December 29, 2008
Loader - smart import solution for FCP
Loader from Digital Heaven $49
By Jeff Greenberg
So, here's the problem you're constantly facing: Staying organized.
You import items into Final Cut Pro. Did you organize where they were on your hard drive before you imported? After? What about that mp3 you pulled from iTunes? What's your best plan for backing up?
Loader solves all those problems.
It's an application that runs alongside FCP, that allows easy drag and drop of all of your imports. Jpegs, PSD files, After Effect .mov files...even those MP3s (that should be converted anyway, to work best in Final Cut Pro.)
Very straightforward. There is no installation. Download it, decompress it, toss it into your Applications Folder (and yes, it needs to live there.) Launch it and it sets up a background process to automatically run when FCP is also running.
How does it work? Once you've installed it, you won't notice it (or really use it) unless Final Cut Pro is running. After starting Final Cut Pro, you'll see a clapboard on the left side - this is the 'handle' to drag imports into loader. It's there...until you need it (and yes, you can move it up/down to be out of the way by holding down the Command key.)
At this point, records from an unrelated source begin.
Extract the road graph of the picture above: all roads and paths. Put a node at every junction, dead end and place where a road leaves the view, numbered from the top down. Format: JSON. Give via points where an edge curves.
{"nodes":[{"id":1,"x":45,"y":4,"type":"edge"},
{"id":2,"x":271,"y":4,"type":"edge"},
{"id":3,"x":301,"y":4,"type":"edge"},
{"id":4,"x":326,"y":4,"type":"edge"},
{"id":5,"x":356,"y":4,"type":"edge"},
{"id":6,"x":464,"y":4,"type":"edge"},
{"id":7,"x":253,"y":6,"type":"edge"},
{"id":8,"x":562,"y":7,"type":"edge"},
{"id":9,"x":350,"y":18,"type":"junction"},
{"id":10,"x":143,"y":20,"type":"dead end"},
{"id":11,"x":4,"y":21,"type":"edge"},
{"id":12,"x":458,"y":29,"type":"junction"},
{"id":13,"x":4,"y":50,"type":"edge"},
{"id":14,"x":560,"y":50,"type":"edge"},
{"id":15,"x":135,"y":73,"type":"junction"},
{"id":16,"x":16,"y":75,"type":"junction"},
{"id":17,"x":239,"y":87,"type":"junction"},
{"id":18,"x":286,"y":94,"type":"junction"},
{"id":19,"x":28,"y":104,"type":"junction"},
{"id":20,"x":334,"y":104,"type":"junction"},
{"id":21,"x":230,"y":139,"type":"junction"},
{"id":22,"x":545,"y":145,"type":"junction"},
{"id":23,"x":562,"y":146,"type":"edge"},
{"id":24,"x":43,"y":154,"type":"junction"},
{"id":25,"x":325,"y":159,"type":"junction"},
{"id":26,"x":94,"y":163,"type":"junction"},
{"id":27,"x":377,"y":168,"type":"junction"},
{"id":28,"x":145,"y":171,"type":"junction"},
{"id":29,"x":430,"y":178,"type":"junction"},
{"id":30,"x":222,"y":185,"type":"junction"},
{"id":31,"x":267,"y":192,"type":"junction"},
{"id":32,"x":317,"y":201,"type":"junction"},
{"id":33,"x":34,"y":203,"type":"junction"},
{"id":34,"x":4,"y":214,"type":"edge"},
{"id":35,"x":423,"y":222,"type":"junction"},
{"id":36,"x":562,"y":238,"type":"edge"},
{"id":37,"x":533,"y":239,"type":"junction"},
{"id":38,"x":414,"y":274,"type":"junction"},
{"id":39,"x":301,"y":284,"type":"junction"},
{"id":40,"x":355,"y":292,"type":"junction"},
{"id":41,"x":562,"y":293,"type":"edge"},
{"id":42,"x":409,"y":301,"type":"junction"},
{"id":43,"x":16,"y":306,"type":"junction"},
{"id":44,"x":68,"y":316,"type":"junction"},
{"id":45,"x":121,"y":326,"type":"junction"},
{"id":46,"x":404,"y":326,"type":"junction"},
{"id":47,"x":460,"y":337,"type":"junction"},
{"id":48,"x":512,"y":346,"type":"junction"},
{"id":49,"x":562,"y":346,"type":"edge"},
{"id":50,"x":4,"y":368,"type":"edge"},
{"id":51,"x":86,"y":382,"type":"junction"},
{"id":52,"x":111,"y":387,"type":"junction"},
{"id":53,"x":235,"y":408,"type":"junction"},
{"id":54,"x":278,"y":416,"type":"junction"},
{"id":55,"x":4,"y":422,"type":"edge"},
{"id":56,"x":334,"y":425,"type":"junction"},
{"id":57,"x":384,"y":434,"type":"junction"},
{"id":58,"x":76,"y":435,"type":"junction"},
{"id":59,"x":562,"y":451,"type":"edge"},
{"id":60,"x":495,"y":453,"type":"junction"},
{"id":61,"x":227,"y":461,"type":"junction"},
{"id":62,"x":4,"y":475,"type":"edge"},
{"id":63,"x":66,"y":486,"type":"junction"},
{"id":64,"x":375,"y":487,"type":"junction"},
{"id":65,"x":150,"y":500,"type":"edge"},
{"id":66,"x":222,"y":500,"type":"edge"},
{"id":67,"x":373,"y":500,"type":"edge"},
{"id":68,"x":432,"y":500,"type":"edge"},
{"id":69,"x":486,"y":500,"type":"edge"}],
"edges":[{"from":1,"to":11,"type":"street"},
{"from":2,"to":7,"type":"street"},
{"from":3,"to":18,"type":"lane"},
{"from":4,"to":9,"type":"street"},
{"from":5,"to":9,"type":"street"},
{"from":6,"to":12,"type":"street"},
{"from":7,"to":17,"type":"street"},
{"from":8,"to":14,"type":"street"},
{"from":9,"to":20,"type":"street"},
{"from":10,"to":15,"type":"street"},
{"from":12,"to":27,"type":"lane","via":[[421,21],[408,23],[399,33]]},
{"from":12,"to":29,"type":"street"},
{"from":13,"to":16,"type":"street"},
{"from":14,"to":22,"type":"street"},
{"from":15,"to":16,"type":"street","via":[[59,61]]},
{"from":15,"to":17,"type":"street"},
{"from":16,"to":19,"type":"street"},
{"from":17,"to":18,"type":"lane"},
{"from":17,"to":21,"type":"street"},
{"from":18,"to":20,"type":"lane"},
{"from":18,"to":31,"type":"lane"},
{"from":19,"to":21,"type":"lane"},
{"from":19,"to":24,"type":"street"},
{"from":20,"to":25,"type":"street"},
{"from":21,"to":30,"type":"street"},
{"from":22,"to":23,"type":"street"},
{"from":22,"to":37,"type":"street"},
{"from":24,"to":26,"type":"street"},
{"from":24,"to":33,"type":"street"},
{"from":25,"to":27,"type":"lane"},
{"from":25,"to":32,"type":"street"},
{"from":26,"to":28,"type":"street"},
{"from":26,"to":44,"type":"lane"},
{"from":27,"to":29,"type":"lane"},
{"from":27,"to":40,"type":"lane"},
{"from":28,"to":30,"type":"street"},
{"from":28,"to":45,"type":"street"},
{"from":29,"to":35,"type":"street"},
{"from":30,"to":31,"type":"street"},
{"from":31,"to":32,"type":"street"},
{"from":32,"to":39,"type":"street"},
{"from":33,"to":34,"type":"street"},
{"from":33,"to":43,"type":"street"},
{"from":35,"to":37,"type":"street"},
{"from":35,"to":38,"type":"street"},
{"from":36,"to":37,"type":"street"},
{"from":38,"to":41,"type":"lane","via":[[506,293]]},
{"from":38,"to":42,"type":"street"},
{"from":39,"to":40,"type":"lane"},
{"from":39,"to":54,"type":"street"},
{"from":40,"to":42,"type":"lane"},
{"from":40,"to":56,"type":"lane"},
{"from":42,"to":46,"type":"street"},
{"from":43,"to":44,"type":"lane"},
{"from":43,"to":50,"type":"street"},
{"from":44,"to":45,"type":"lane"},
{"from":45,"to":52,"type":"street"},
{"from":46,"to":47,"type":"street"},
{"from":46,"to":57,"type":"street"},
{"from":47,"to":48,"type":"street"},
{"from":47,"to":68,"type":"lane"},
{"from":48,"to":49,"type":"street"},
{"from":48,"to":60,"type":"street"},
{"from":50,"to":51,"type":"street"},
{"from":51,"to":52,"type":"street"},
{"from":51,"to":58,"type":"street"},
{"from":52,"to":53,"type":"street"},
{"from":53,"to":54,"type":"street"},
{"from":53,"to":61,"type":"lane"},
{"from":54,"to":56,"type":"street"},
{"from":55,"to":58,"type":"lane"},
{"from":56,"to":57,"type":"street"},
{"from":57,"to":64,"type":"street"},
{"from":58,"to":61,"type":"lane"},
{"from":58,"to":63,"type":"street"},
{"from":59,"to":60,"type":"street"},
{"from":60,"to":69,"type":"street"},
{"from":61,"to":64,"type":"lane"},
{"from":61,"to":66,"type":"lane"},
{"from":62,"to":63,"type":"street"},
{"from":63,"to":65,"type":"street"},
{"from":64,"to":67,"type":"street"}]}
Stop using the Import menu - Drag a file (or folder full of imports) to the Loader icon on the edge of your screen. It'll slide in and and ask for a location for you to save your Imports.
Loader will ask you to choose a folder to store your imports (the first time you use it per project) and that's it - you're good to go. Loader requires FCP 6.0.2 or later, because it relies on a list of open projects. You have to have saved the project at least once before you use loader.
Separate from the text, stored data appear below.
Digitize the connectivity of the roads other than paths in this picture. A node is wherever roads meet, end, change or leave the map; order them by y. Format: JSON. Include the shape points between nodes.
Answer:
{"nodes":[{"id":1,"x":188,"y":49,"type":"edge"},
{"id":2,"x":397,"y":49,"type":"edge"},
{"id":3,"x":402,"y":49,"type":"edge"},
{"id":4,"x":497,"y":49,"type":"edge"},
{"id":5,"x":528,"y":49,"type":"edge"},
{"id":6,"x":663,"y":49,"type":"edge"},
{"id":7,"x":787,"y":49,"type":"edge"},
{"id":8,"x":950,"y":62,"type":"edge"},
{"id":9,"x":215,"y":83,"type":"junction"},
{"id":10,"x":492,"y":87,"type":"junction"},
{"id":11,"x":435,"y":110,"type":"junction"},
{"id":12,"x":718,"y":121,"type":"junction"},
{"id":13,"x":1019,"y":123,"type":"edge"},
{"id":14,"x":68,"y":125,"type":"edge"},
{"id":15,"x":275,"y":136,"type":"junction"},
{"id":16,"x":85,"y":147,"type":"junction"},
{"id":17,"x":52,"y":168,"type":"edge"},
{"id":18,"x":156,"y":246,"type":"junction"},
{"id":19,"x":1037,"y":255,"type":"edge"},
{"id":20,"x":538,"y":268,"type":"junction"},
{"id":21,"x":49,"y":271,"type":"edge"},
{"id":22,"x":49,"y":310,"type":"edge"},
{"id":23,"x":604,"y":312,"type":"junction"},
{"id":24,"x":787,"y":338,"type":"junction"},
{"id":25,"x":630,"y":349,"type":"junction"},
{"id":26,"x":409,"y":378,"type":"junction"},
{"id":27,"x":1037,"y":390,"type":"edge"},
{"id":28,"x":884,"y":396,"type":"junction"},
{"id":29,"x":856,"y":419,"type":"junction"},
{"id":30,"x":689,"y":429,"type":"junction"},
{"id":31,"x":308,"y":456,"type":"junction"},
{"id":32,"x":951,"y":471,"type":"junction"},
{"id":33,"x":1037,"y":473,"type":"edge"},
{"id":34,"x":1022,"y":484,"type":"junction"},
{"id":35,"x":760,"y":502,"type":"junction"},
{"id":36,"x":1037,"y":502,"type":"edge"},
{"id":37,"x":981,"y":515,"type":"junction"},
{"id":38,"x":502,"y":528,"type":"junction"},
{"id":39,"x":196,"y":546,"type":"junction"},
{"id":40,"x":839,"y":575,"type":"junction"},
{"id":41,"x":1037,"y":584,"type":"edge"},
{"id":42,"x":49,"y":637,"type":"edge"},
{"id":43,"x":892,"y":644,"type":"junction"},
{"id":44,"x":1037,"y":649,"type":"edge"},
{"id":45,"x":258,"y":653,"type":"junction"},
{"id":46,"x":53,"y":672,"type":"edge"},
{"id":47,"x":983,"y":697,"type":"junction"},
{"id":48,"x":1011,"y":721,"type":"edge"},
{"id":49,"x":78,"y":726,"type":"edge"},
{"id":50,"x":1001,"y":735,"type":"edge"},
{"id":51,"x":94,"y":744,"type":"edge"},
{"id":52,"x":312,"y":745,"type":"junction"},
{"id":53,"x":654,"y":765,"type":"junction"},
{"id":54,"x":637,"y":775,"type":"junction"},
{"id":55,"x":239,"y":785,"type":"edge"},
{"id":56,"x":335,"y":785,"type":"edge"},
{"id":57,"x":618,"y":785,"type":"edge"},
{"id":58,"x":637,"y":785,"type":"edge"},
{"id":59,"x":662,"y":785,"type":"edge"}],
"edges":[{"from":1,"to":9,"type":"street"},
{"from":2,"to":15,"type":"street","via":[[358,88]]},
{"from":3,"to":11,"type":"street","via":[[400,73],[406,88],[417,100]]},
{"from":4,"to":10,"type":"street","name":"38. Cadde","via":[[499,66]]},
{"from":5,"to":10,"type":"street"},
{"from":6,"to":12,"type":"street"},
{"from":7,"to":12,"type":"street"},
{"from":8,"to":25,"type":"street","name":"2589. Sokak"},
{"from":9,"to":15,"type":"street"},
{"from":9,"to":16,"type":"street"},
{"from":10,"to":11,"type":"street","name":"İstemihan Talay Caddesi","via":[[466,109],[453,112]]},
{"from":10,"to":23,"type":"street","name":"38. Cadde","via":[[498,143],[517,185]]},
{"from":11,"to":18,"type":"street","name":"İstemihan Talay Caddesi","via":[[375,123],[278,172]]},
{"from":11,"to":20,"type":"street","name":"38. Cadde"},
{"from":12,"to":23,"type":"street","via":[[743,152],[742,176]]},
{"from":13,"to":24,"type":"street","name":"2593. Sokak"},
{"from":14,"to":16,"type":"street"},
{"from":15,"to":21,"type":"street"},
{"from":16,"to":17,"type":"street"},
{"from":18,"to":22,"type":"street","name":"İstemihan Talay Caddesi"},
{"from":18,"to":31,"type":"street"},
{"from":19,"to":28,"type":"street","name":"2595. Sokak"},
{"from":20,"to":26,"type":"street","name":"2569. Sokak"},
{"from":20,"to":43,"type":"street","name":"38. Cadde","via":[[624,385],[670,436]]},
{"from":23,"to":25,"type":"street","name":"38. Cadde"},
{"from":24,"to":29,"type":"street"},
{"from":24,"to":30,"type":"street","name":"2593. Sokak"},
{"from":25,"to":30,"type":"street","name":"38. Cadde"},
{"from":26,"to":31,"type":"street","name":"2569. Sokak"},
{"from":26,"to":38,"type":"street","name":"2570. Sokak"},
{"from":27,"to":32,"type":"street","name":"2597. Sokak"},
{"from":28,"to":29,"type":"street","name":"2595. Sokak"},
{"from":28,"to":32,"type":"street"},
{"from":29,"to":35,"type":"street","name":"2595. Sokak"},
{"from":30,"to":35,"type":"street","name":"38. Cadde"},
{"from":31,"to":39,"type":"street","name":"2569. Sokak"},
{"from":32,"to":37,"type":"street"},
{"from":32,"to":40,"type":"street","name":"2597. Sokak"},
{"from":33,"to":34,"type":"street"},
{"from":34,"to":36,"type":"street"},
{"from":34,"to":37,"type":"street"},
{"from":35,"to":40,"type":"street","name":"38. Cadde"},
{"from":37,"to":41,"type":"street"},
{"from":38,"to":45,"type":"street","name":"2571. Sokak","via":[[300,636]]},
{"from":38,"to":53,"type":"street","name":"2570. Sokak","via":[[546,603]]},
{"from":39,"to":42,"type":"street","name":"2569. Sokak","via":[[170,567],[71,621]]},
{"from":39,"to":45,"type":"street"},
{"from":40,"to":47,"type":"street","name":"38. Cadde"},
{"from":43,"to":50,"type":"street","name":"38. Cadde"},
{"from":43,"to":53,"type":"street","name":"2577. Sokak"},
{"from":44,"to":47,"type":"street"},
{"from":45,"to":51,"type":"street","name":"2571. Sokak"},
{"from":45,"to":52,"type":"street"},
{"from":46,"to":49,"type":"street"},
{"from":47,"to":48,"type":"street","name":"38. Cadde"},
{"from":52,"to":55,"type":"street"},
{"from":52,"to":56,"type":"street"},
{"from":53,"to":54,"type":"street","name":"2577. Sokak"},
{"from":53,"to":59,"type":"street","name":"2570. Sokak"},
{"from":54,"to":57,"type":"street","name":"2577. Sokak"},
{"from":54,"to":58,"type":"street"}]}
Since you're going to want to drag and drop files into Loader, I thought of a tip that might be valuable - If you want to bring up a Finder window, without hiding Final Cut or minimizing any of the windows, you merely need to click on the Finder icon on your dock. A finder window will appear on top of Final Cut Pro.
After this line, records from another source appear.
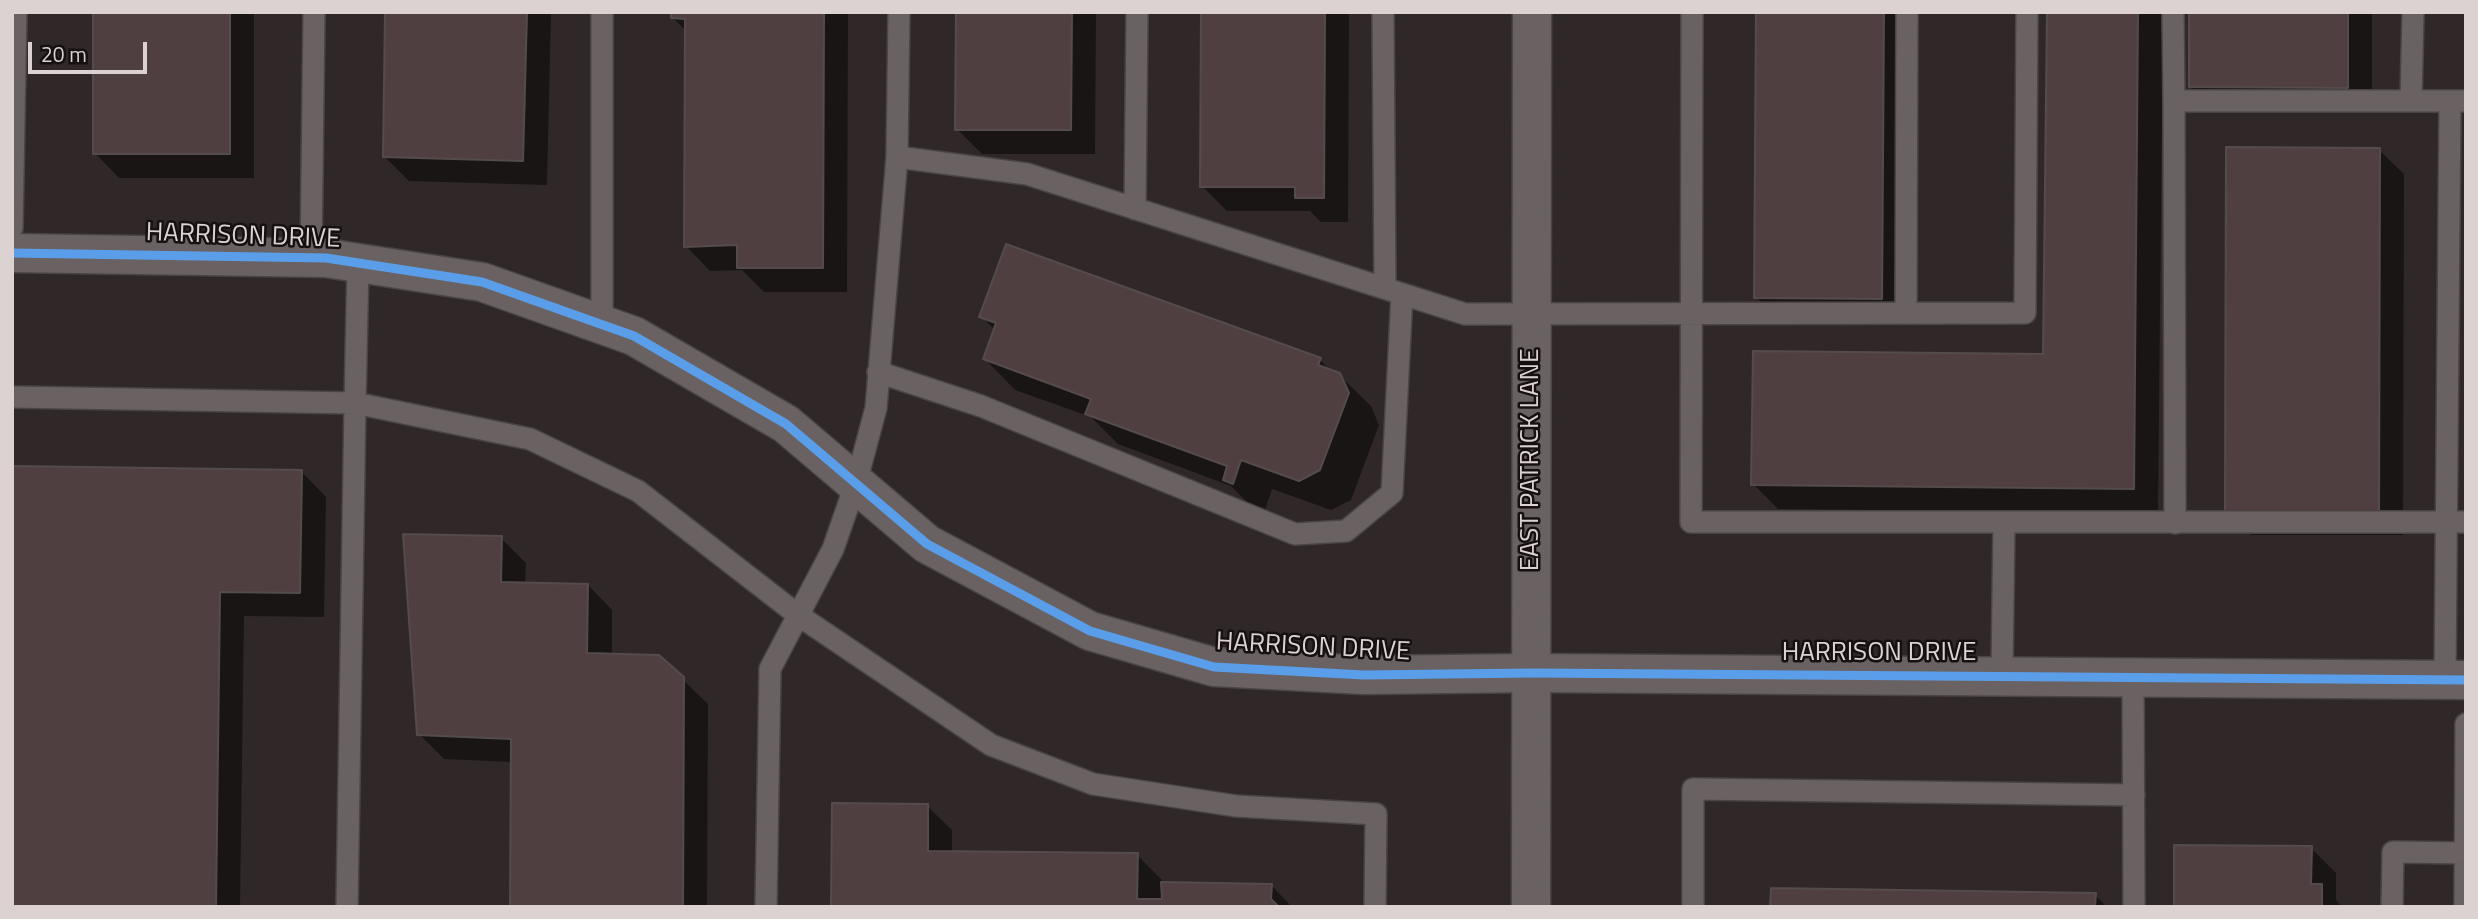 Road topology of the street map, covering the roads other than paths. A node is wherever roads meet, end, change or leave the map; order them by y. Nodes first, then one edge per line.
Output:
1 (16, 12) edge
2 (314, 12) edge
3 (601, 12) edge
4 (899, 12) edge
5 (1137, 12) edge
6 (1383, 12) edge
7 (1532, 12) edge
8 (1692, 12) edge
9 (1907, 12) edge
10 (2026, 12) edge
11 (2173, 12) edge
12 (2413, 12) edge
13 (2174, 101) junction
14 (2411, 101) junction
15 (2458, 101) edge
16 (897, 157) junction
17 (1135, 209) junction
18 (12, 228) edge
19 (12, 253) edge
20 (311, 258) junction
21 (358, 263) junction
22 (1393, 291) junction
23 (1906, 313) junction
24 (1531, 314) junction
25 (1692, 314) junction
26 (602, 325) junction
27 (878, 372) junction
28 (12, 397) edge
29 (355, 403) junction
30 (856, 483) junction
31 (2004, 522) junction
32 (2175, 523) junction
33 (2456, 523) edge
34 (797, 615) junction
35 (1533, 673) junction
36 (2002, 676) junction
37 (2133, 677) junction
38 (2456, 680) edge
39 (2466, 724) edge
40 (2133, 795) junction
41 (2466, 853) edge
42 (347, 907) edge
43 (766, 907) edge
44 (1375, 907) edge
45 (1531, 907) edge
46 (1693, 907) edge
47 (2134, 907) edge
48 (2392, 907) edge
49 (2465, 907) edge

1 - 18 lane
2 - 20 lane
3 - 26 lane
4 - 16 lane
5 - 17 lane
6 - 22 lane
7 - 24 street, EAST PATRICK LANE
8 - 25 lane
9 - 23 lane
10 - 23 lane
11 - 13 lane
12 - 14 lane
13 - 14 lane
13 - 32 lane
14 - 15 lane
15 - 33 lane
16 - 17 lane
16 - 27 lane
17 - 22 lane
19 - 20 street, HARRISON DRIVE
20 - 21 street, HARRISON DRIVE
21 - 26 street, HARRISON DRIVE
21 - 29 lane
22 - 24 lane
22 - 27 lane
23 - 25 lane
24 - 25 lane
24 - 35 street, EAST PATRICK LANE
25 - 31 lane
26 - 30 street, HARRISON DRIVE
27 - 30 lane
28 - 29 lane
29 - 34 lane
29 - 42 lane
30 - 34 lane
30 - 35 street, HARRISON DRIVE
31 - 32 lane
31 - 36 lane
32 - 33 lane
33 - 38 lane
34 - 43 lane
34 - 44 lane
35 - 36 street, HARRISON DRIVE
35 - 45 street, EAST PATRICK LANE
36 - 37 street, HARRISON DRIVE
37 - 38 street, HARRISON DRIVE
37 - 40 lane
39 - 41 lane
40 - 46 lane
40 - 47 lane
41 - 48 lane
41 - 49 lane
Now that you've dragged your files to the Loader window, it will copy your material from wherever it was and make a copy into the folder you specified. It automatically puts them into subfolders, with the default of:
In your Project, you get a folder called Imports, with the Date and time. For example: Imports (12/12/08 8:55:22 PM).
How easy is that? Now, when your Project is over, you just have to grab that folder in the Finder to back up your imports on a per project basis.
There are several really powerful features that I think are worth pointing out.
If you bring in an MP3, a CAF (Coreaudio format as used by Soundtrack Pro library) or an M4A (unprotected AAC only), it will convert it to an uncompressed 48khz, 16 bit, stereo .AIF file. All that 'beep, beep, beep' action from bringing MP3s in directly is gone. It does this invisibly and in the background.
You don't have to follow their rules. Want AIFs in one folder and WAV files in another? Add whatever folder structure you like (and whatever extensions however you'd like to sort them.)
More than one project
Multiple projects? Loader will let you import to whichever project you choose upon dragging.
Loader keeps a log. This is really useful, as it's a list that you can look at or print; perfect for recalling the names of items that are in a project that belong to commercial Sound Libraries.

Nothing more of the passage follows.